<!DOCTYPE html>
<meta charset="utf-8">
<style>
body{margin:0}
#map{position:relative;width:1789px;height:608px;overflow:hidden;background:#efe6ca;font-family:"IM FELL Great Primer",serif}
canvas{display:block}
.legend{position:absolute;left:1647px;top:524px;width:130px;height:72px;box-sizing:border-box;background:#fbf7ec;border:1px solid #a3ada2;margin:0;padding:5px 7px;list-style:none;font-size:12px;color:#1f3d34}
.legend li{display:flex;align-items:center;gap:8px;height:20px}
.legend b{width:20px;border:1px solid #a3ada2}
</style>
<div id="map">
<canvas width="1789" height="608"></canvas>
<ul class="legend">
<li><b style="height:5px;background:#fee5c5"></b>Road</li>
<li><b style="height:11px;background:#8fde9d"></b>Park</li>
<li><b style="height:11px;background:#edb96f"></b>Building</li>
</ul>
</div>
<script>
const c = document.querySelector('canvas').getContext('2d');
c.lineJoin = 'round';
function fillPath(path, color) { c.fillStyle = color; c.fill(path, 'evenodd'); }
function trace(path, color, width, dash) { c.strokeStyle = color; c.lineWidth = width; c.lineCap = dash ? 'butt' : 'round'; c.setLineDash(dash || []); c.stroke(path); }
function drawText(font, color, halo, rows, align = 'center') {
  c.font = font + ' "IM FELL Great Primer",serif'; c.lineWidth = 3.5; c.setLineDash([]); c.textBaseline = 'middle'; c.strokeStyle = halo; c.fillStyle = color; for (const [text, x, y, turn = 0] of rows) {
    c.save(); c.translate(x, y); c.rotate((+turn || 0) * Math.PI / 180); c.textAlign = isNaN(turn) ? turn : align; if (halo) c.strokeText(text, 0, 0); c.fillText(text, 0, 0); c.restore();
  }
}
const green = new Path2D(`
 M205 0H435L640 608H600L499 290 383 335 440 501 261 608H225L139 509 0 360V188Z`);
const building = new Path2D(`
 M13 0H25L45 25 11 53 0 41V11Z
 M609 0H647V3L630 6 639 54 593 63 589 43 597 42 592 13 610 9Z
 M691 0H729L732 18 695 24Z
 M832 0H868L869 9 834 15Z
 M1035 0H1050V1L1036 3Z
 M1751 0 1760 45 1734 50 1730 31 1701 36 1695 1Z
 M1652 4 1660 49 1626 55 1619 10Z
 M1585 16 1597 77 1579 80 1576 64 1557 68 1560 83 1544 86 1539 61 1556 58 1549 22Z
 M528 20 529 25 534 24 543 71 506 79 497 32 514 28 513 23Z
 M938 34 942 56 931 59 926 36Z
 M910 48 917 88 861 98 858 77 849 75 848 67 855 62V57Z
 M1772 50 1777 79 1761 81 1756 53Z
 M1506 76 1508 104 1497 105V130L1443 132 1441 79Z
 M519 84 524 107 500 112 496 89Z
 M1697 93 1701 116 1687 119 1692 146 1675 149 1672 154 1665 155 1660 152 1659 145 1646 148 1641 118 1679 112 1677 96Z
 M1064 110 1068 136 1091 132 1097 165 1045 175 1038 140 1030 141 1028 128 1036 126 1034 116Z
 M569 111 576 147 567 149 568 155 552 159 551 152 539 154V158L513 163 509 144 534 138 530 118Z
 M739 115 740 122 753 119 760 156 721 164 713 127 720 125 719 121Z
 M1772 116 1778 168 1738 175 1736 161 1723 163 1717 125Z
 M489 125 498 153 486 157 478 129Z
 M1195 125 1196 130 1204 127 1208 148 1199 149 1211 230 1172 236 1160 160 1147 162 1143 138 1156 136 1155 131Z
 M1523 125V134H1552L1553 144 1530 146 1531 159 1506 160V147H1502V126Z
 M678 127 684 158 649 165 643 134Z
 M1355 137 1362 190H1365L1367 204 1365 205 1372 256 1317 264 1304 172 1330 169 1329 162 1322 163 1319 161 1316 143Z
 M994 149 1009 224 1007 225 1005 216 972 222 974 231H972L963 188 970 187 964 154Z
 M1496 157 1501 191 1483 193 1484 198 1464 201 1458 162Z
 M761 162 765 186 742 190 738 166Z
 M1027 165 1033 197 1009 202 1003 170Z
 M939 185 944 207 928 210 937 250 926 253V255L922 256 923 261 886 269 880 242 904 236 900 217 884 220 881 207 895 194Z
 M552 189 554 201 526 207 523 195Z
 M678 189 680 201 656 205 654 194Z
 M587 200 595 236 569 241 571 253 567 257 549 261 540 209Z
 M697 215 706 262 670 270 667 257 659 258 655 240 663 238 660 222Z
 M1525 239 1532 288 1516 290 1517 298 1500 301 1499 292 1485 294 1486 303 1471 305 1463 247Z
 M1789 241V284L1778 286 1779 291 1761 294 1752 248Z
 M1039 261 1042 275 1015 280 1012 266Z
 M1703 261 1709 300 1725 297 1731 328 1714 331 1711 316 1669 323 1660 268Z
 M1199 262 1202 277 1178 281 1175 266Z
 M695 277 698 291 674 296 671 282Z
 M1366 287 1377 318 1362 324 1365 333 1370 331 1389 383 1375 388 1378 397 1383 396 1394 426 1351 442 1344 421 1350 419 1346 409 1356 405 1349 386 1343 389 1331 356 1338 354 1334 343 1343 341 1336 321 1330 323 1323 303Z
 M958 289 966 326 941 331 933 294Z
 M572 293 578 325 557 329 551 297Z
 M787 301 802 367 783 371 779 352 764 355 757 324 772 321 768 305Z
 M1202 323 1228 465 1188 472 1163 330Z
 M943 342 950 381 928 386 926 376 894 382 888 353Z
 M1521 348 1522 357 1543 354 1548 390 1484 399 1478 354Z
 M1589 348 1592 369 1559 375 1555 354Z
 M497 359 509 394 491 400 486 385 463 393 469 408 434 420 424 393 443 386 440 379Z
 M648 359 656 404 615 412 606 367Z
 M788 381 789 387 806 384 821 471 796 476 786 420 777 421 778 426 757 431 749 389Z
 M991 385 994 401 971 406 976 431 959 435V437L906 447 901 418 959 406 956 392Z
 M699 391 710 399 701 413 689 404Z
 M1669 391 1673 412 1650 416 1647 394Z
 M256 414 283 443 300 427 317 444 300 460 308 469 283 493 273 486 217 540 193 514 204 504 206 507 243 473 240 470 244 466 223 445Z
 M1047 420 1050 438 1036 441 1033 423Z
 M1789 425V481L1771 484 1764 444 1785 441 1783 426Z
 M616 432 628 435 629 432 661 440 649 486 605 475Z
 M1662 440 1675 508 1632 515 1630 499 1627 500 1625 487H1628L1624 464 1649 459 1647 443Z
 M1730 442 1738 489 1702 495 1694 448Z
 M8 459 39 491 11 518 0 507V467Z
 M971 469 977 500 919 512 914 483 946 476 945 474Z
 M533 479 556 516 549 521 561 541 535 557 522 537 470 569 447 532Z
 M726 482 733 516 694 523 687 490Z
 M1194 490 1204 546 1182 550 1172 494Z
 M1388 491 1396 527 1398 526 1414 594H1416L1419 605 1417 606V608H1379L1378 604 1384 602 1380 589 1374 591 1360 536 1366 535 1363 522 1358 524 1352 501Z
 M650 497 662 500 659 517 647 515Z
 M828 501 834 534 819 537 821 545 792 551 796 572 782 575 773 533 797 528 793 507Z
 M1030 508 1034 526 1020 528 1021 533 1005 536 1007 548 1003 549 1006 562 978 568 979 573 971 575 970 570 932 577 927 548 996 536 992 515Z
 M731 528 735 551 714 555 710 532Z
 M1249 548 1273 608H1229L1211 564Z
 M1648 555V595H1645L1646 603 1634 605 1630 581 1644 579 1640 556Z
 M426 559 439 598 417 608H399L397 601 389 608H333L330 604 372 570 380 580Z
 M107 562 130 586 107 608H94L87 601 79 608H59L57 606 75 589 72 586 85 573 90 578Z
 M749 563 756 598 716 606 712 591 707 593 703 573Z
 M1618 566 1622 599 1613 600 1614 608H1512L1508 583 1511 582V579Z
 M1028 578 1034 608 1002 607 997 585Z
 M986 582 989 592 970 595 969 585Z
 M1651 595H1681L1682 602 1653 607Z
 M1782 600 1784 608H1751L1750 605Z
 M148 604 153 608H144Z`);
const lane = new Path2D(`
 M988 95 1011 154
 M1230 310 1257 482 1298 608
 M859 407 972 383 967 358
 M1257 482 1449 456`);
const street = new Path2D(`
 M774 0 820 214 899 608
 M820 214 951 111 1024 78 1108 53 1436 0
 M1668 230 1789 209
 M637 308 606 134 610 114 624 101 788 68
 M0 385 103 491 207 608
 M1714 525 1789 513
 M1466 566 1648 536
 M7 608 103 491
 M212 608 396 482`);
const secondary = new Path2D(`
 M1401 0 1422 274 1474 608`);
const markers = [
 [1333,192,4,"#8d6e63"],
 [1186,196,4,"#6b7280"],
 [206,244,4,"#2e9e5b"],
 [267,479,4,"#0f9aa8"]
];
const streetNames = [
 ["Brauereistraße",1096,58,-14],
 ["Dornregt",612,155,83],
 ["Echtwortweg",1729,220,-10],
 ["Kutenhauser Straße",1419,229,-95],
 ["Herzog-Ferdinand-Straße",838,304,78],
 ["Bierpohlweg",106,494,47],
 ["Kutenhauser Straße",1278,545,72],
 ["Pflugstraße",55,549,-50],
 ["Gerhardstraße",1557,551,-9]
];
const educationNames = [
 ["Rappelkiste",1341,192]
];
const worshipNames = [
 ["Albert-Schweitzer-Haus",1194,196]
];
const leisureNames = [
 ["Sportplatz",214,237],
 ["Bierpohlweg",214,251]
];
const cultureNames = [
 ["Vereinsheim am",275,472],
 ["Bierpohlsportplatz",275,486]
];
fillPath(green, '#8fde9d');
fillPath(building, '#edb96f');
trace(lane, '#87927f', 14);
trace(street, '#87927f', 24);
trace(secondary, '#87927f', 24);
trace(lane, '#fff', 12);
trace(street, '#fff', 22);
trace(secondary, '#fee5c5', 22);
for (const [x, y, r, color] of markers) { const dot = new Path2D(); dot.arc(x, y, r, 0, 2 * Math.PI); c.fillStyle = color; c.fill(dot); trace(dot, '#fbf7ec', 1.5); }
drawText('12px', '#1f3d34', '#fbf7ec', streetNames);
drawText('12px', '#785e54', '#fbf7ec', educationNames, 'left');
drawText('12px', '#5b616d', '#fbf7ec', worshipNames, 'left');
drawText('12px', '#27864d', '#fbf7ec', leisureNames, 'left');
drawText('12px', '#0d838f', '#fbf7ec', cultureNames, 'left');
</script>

▬▬▬▬▬▬▬▬▬▬

> _WHAT IS REQUIRED_: The answer should be all lines from the entries above that hold the word "center".

> _ANSWER TO THIS TASK_:
.legend li{display:flex;align-items:center;gap:8px;height:20px}
function drawText(font, color, halo, rows, align = 'center') {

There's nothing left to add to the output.